Et c’est si les pays communiquent leurs données.

Aux États-Unis, des responsables déclarent que la Chine, qui a signalé plus de 82 000 infections, a sous-estimé son épidémie. Jusqu'à cette semaine, le gouvernement chinois a exclu les patients testés positifs pour le virus mais ne présentant aucun symptôme.

La Chine ne dit pas non plus combien de tests elle a effectués, et des doutes ont été émis quant à savoir si elle a effectué de nombreux tests au Xinjiang, la province où elle détient des centaines de milliers de musulmans dans des camps d'endoctrinement.

Peu de pays ont effectué des tests agressifs. Et bien sûr, plus il y a de tests, plus il y a de cas.

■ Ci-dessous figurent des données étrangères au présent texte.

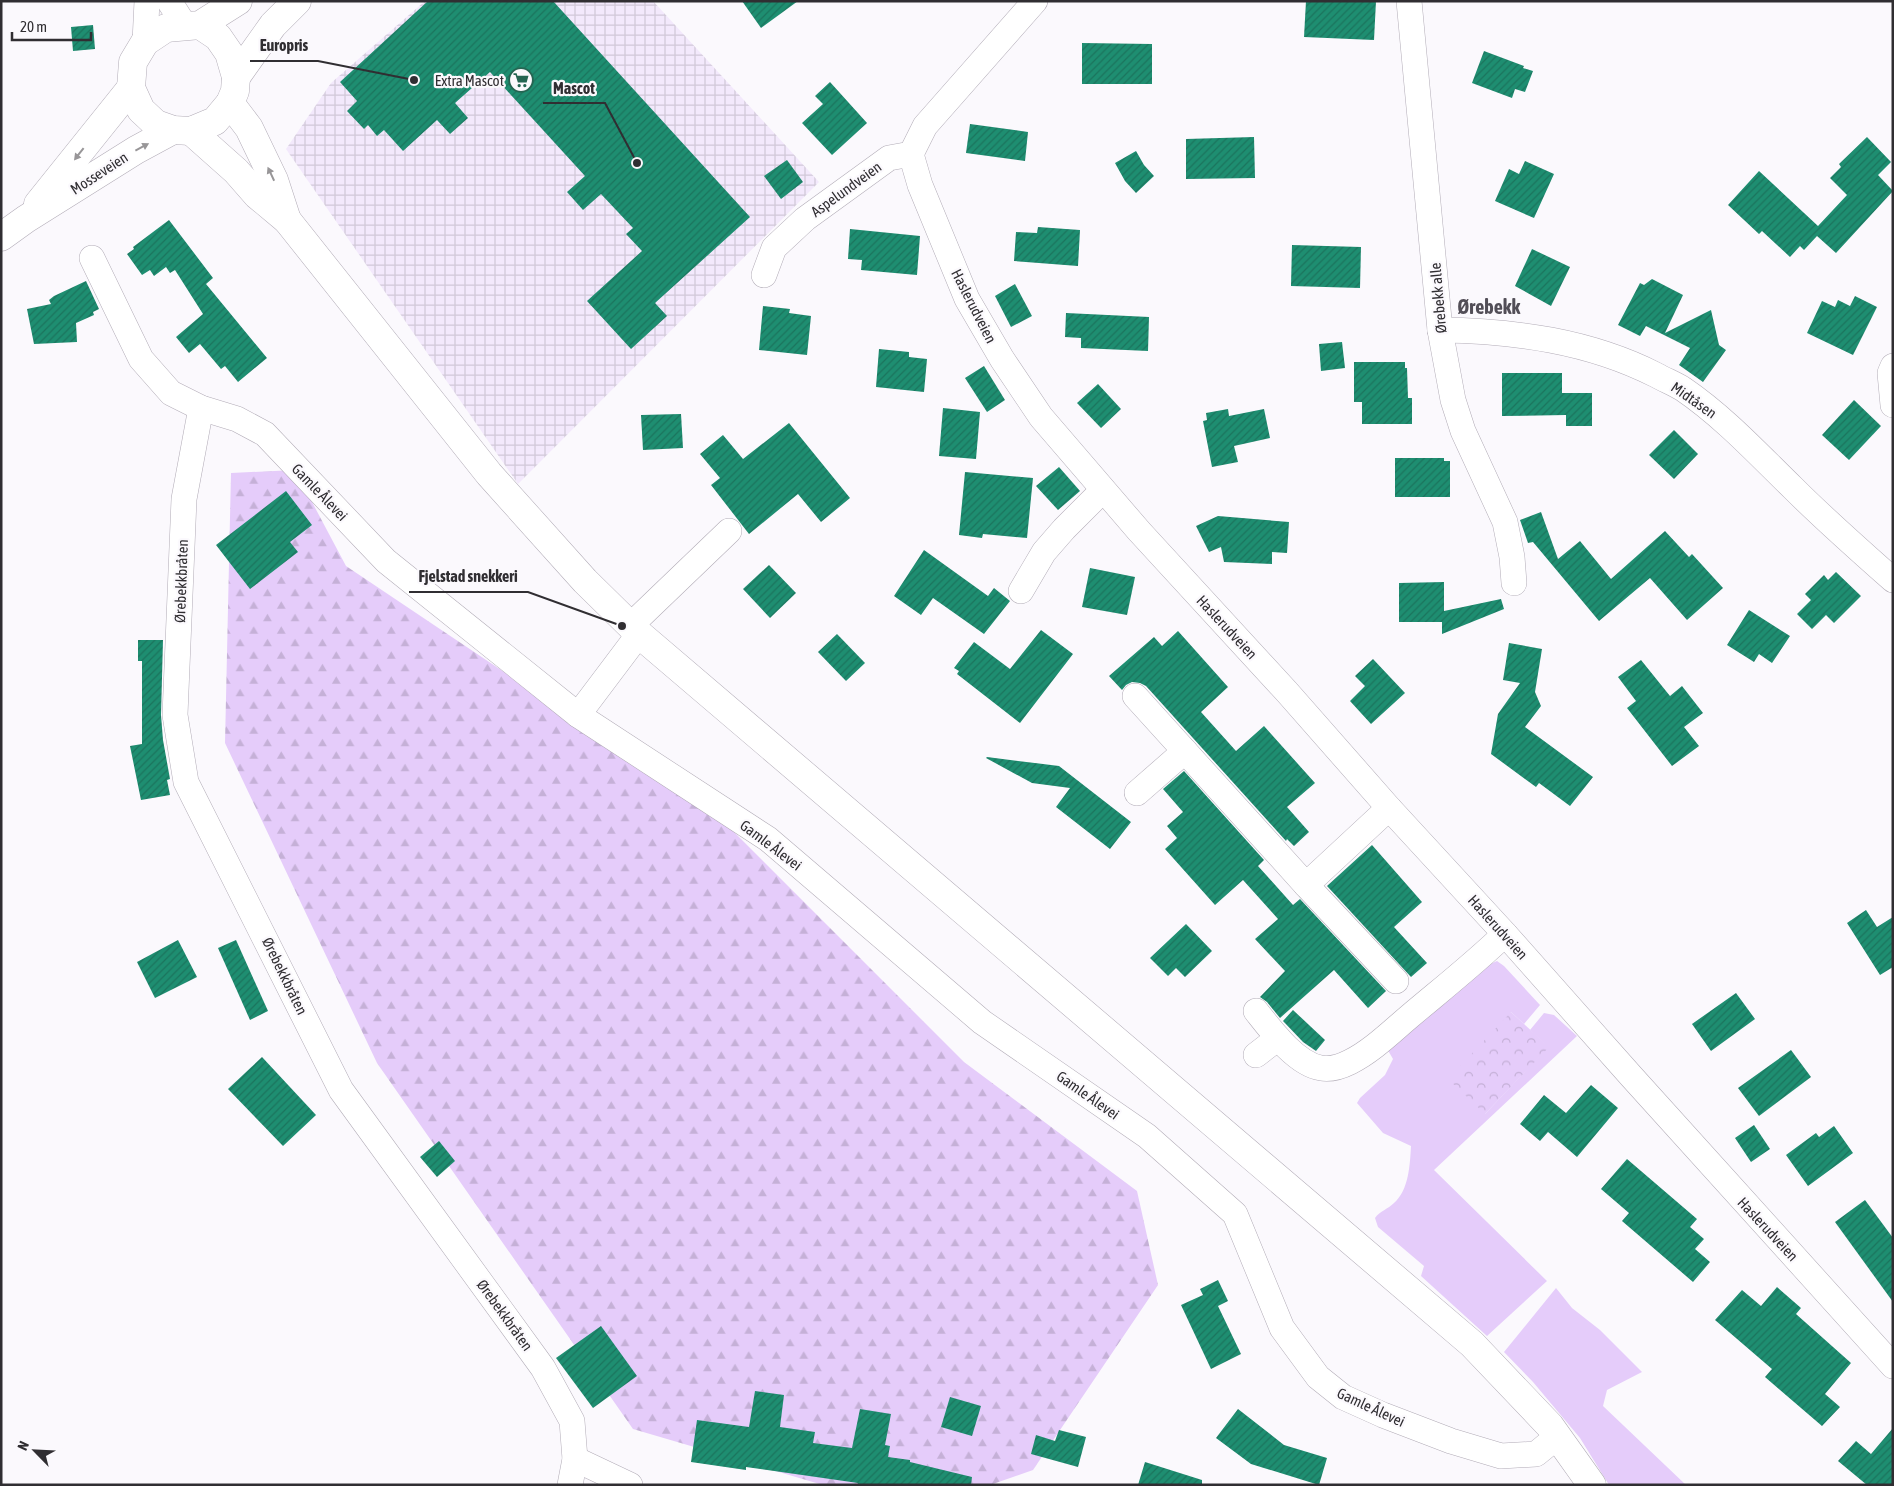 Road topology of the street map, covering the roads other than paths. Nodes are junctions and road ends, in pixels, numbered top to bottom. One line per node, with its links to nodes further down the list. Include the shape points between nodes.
1 (147, 1): 8 (street)
2 (169, 1): 7 (street)
3 (238, 1): 7 (main road)
4 (297, 1): 10 (main road, via 273,25)
5 (1035, 1): 12 (street, via 925,126)
6 (1409, 1): 18 (street, Ørebekk alle)
7 (192, 25): 8 (main road, via 166,28); 10 (main road, via 218,37 229,53)
8 (145, 42): 9 (main road, via 133,62)
9 (131, 88): 11 (main road, via 141,110 156,124); 13 (main road, Mosseveien, one-way to 13)
10 (233, 90): 11 (main road, via 215,121); 14 (main road, one-way to 10, via 274,180)
11 (182, 131): 13 (main road, Mosseveien, one-way to 11, via 136,150); 14 (main road, via 236,171)
12 (911, 154): 17 (street, Aspelundveien, via 889,158 805,219 774,248); 22 (street, Haslerudveien, via 920,185 968,298 1002,359 1041,417)
13 (26, 219): 15 (main road, Mosseveien)
14 (286, 220): 27 (main road, via 489,474 585,581)
15 (1, 237)
16 (92, 258): 21 (street, Gamle Ålevei, via 141,359 171,393)
17 (764, 275)
18 (1440, 330): 24 (street, Midtåsen, via 1536,337 1594,349 1682,389 1727,424 1829,524); 25 (street, Ørebekk alle, via 1453,400 1463,431 1505,522)
19 (1893, 366): 20 (street, via 1890,373)
20 (1893, 406)
21 (201, 408): 29 (street, Gamle Ålevei, via 237,419 265,434 386,561); 41 (street, Ørebekkbråten, via 184,499 175,715 186,782 342,1090 543,1368 572,1421)
22 (1103, 490): 26 (street, via 1044,552); 32 (street, Haslerudveien)
23 (729, 531): 27 (street)
24 (1893, 580)
25 (1514, 583)
26 (1021, 591)
27 (635, 630): 29 (street); 40 (main road, via 1472,1344)
28 (1135, 696): 30 (street)
29 (578, 715): 40 (street, Gamle Ålevei, via 768,839 982,1022 1147,1136 1235,1214 1282,1328 1318,1377 1342,1396 1442,1438 1501,1456 1536,1454)
30 (1185, 751): 31 (street); 33 (street)
31 (1137, 793)
32 (1389, 808): 33 (street); 34 (street, Haslerudveien)
33 (1306, 885): 35 (street)
34 (1506, 934): 37 (street, via 1376,1044 1350,1062 1332,1069 1319,1068 1305,1063); 39 (street, Haslerudveien)
35 (1396, 981)
36 (1256, 1012): 37 (street)
37 (1278, 1038): 38 (street)
38 (1256, 1055)
39 (1893, 1366)
40 (1558, 1436): 44 (main road)
41 (575, 1459): 42 (street, Ørebekkbråten); 43 (street)
42 (570, 1485)
43 (630, 1485)
44 (1592, 1485) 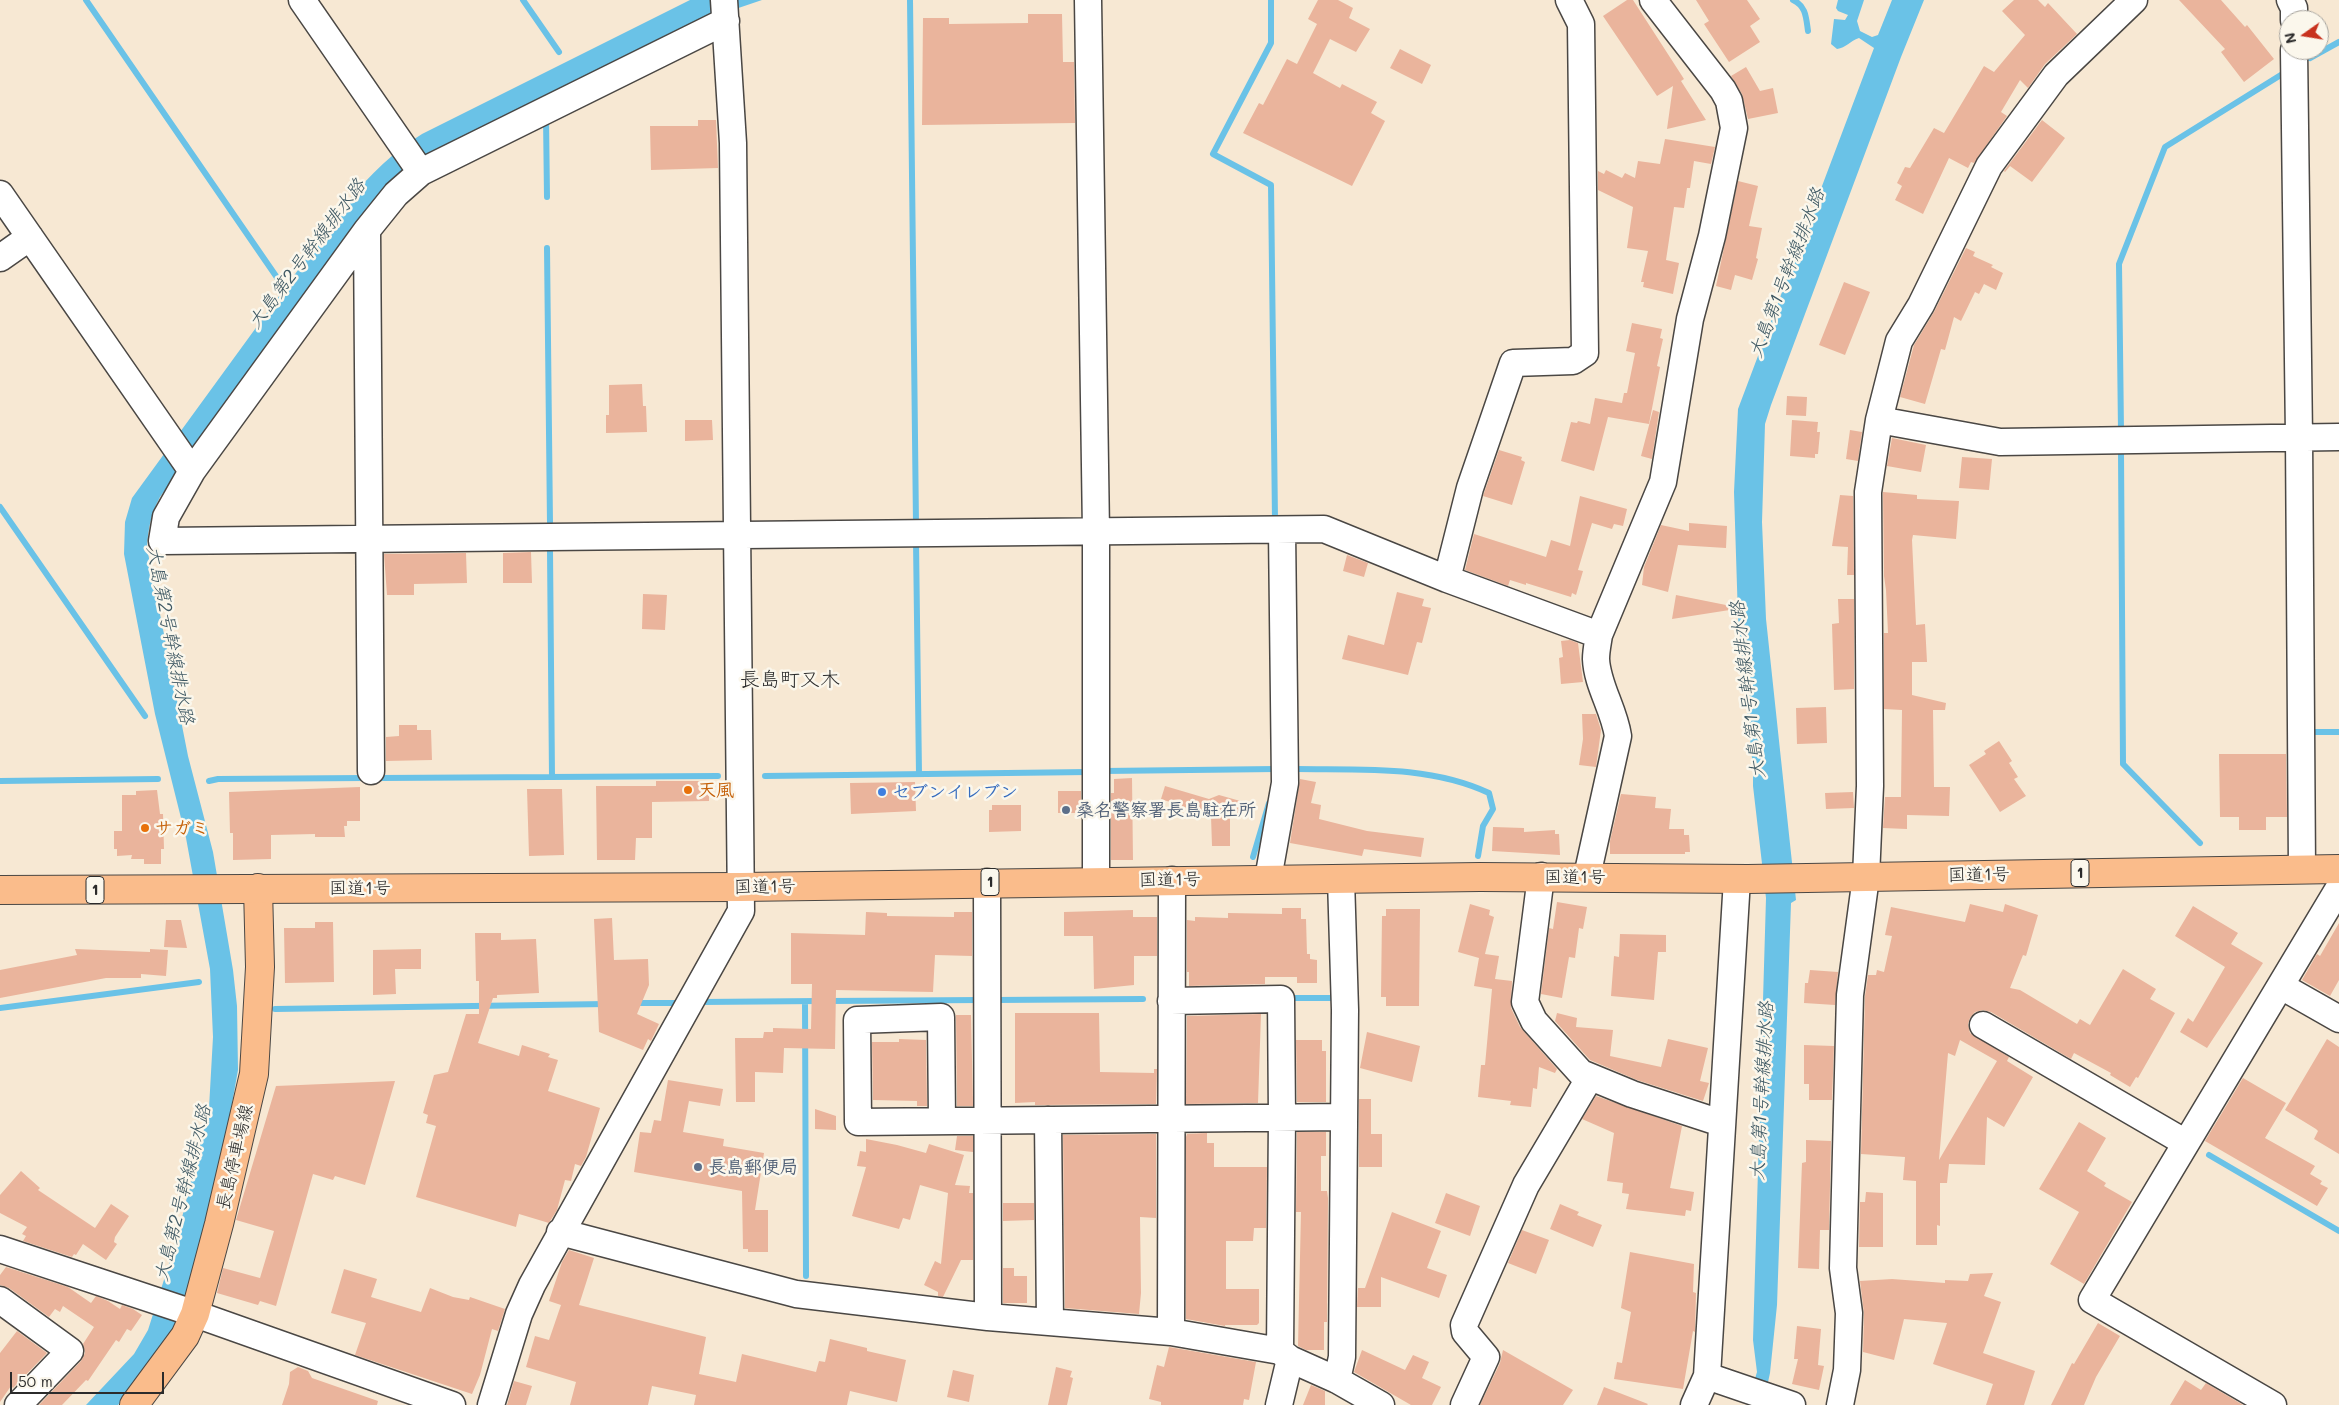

Le Japon, avec relativement peu de cas confirmés, n'a effectué qu'environ 500 tests pour un million de personnes, ce qui fait craindre que le virus ne se propage sans être détecté. Des préoccupations similaires ont été exprimées en Grande-Bretagne, dont le taux de dépistage – plus de 2 400 personnes par million jusqu'à présent – est faible par rapport aux normes d'Europe occidentale et comprend relativement peu d'agents de santé.

En revanche, la Corée du Sud a testé plus de 8 000 personnes par million et la Norvège environ 17 000.

Aux États-Unis, les autorités étatiques et locales collectent des chiffres dans les laboratoires publics et privés, mais ils peuvent être comme des pommes et des oranges: certains laboratoires signalent le nombre de tests effectués, certains indiquent le nombre de personnes testées et d'autres ne rapportent que des résultats positifs. .

Le Covid Tracking Project, dirigé par The Atlantic, a tenté de compiler tous les chiffres aux États-Unis et rapporte jusqu'à présent plus de 1,2 million de tests, soit plus de 3 600 par million d'habitants.

« Tests généralisés »

Le président Trump s'est vanté que plus de personnes ont été testées aux États-Unis que dans tout autre pays, bien que, par habitant, de nombreux pays développés aient fait plus.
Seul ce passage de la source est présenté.